Maple Grove diving coach Stacey Benjamin calls senior Lexi Tenenbaum "my little freak of nature" for Tenenbaum's mastery of difficult dives.
But Tenenbaum struggled with some of those dives during last week's Class 2A meet at the University of Minnesota Aquatic Center, chipping away at her typical high scores and allowing the competition to draw uncomfortably closer.
Facing a make-or-break final dive, Tenenbaum chose familiarity over flash. Tenenbaum went with a back 1 1/2 somersaults, 1 1/2 twists. Her score clinched the 1-meter diving title with 448.35 points. She finished seventh as a sophomore and fourth last season.
"It was kind of nail-biting coming down to that last dive," Benjamin said. "But she pulled through under pressure."
The victory capped an undefeated season during which Tenenbaum reset pool records by a diver at Anoka, Elk River, Minnetonka and at the True Team, Northwest Suburban Conference and Section 7 meets.
Tenenbuam, who committed to dive for Minnesota, spoke with Star Tribune reporter David La Vaque about quitting gymnastics to focus and diving and capturing the state title.

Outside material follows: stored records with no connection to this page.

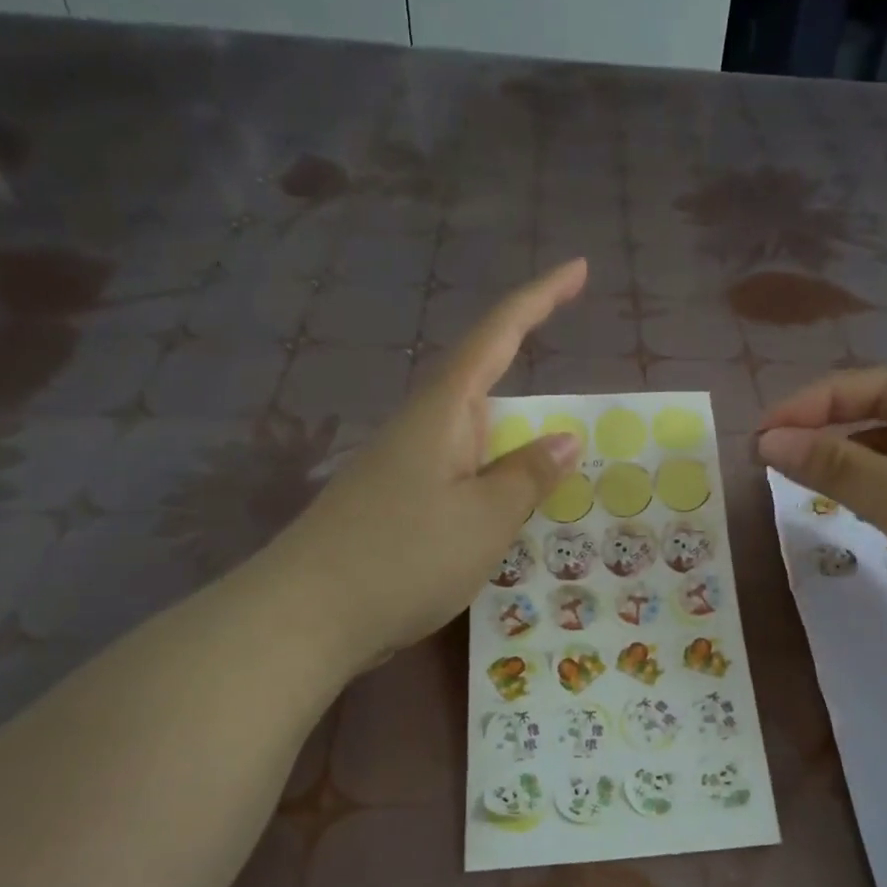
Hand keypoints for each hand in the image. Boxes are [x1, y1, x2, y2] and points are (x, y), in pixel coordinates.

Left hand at [268, 259, 587, 669]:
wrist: (304, 617)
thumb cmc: (404, 557)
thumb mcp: (485, 519)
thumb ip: (527, 476)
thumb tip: (564, 440)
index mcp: (443, 412)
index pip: (498, 336)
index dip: (540, 299)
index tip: (580, 269)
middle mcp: (420, 429)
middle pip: (485, 388)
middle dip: (531, 391)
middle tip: (582, 418)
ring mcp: (402, 470)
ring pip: (472, 442)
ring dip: (513, 451)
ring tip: (553, 482)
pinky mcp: (394, 508)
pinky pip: (458, 480)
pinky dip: (491, 486)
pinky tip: (503, 518)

Q Talk about your decision to leave gymnastics after last season to focus on diving.
A I was a competitive gymnast most of my life. But I started to like diving more than gymnastics. Plus, it was way less hard on my body. So I joined a diving club. I knew right away I made the right decision. I was happy to focus on diving and I had more time on my hands.
Q Which club did you join?
A It is the Minnesota Diving Academy. The coach is Wenbo Chen, who coaches at the University of Minnesota. We practiced at the U.
Q Were you more comfortable at the state meet because of all the time you spent at the Aquatic Center?
A Yeah, diving with the club gave me a lot more experience and confidence. I was used to the pool. Diving there every day this summer got me prepared for state.
Q You led after all three rounds at the state meet but coach Benjamin said it was not really a comfortable victory.
A Yeah, I started the preliminaries all right. Nothing terrible. Nothing amazing. In the finals, I did dives that I know are consistent but I didn't do them as well as I could. I was quite nervous during the finals, actually. I think it was hitting me that this was my last chance.
Q And then it came down to your final dive. What do you remember thinking?
A I saw on the scoreboard that I needed a certain amount of points. I knew that if I did dive well enough that I would win.
Q Coach Benjamin said you do dives some men won't do, dives with some of the highest degrees of difficulty in the nation. Where along the way did you develop this fearless approach?
A Being in gymnastics definitely helped. It gave me a lot of confidence that was helpful when I switched over to diving fulltime. You have to be mentally strong in both sports.